Buy too many years before you leave work, and you could saddle yourself with unnecessary expenses—or just change your mind. Wait too long, and you might not have the energy to go.
Nearly two-thirds of retirees have either moved or plan to move, according to a Merrill Lynch retirement study conducted with Age Wave, a research and consulting company. The four questions that follow can help you decide on the best schedule for you.
Is It Worth Buying Before Retirement?
Some people buy a place in a vacation spot while they’re still working, with the expectation that they’ll spend their time off there and eventually move in full-time. An early purchase can solidify your interest and connections in an area and reduce the stress when you are finally ready to leave your current home behind.
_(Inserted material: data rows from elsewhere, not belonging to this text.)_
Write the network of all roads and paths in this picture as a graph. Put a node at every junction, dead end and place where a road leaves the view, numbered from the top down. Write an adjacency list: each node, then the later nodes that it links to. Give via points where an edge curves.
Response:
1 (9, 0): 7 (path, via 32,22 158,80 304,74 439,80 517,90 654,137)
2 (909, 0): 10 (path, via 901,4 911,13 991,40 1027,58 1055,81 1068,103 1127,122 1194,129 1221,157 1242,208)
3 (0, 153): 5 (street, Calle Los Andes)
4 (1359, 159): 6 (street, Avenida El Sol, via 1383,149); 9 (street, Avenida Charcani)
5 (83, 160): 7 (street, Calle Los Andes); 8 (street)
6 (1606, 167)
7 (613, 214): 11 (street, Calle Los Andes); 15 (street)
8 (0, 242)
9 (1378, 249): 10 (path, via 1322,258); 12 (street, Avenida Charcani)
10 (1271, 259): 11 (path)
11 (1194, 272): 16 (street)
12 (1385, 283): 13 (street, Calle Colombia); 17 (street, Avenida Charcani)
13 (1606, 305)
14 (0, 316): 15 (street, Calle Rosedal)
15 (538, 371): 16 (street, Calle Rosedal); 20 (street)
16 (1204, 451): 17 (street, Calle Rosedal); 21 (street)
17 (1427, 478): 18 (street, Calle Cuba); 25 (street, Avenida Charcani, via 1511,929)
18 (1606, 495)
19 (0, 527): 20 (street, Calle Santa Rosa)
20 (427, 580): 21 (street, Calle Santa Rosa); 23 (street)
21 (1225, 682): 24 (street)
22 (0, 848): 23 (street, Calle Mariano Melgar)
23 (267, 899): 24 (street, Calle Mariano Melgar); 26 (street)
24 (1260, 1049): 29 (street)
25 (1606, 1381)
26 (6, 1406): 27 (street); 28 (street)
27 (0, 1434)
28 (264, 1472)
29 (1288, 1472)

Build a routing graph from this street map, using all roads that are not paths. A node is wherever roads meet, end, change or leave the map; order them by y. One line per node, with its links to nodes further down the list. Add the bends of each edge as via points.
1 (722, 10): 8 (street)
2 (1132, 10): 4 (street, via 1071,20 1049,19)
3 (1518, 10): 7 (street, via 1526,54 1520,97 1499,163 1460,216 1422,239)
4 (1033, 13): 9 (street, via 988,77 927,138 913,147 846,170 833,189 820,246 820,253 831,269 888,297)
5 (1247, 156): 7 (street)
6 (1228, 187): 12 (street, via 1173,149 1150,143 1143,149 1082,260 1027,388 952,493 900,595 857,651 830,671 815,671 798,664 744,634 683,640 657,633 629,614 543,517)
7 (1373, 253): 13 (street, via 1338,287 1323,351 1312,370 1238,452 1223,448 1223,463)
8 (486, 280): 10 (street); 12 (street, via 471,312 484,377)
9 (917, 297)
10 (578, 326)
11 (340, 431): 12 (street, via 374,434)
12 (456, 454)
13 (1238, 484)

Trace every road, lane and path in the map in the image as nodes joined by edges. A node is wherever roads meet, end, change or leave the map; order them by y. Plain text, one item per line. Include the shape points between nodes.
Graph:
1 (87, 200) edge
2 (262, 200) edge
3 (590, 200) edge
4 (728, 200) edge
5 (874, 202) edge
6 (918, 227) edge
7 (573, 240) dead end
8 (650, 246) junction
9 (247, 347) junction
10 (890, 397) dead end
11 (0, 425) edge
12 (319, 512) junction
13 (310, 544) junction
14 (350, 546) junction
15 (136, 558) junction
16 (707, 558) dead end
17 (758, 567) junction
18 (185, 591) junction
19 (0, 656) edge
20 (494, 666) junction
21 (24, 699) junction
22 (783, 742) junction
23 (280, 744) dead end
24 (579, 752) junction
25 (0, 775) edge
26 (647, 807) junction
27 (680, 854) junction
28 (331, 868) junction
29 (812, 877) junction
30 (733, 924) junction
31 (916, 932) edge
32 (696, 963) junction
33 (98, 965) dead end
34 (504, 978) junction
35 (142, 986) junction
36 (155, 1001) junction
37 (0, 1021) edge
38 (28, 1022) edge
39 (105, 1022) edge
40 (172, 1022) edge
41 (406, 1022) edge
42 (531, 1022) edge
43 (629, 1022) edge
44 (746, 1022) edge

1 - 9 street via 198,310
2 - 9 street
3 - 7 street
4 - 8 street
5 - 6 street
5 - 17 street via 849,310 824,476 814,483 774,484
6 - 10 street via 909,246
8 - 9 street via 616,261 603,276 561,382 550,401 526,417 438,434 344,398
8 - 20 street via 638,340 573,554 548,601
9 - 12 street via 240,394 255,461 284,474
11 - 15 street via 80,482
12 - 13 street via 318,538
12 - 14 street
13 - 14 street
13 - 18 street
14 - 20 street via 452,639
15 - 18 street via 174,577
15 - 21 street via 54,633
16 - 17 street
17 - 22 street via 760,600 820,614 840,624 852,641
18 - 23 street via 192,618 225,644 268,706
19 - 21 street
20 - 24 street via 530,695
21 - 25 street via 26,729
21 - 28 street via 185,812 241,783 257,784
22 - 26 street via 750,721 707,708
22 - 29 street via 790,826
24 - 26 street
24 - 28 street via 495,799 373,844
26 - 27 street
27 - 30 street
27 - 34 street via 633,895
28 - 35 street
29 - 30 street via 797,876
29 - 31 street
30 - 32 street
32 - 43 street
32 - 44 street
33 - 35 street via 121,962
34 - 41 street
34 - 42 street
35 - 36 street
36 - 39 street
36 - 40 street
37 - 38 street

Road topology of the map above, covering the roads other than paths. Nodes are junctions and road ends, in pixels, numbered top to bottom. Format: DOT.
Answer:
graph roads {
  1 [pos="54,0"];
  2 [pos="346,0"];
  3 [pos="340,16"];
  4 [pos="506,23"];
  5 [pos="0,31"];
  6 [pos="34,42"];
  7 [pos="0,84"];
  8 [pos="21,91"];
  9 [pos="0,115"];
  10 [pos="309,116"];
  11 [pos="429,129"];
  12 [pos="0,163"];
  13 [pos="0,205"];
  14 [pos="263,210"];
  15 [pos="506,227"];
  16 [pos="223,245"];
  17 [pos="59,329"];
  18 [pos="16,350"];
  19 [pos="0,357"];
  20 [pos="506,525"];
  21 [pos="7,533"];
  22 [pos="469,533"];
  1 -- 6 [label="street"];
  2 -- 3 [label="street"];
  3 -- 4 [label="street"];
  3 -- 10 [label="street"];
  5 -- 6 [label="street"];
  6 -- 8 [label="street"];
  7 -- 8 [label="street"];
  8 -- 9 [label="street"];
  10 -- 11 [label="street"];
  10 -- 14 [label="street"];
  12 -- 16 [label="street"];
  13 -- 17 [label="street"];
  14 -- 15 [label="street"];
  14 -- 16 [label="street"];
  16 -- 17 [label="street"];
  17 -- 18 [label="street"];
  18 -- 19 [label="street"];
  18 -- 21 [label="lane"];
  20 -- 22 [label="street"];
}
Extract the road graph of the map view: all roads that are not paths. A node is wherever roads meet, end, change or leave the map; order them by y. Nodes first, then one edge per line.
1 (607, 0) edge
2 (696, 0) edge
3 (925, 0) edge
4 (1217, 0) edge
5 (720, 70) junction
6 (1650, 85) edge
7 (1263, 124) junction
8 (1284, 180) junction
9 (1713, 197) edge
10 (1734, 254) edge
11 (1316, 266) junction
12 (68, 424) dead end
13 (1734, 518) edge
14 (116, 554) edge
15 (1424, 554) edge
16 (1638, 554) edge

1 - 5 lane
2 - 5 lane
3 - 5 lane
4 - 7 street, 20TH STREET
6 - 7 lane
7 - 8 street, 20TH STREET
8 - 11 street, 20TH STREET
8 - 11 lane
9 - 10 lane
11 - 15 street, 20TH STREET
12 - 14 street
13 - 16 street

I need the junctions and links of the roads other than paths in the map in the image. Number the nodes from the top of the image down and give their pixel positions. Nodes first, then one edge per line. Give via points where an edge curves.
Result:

But the path to paradise isn’t always smooth. People often underestimate the full costs of owning a second home, which might include a big insurance bill for properties in a hurricane zone, says Joe Heider, president of Cirrus Wealth Management in Cleveland. Those who plan to rent out their getaway for much of the year tend to overestimate the amount they’ll get in rental income and underestimate the cost of regular maintenance, such as cleaning services, he notes. If you’re considering buying in a resort community, don’t rely on the resort’s projections of rental income; talk to owners instead.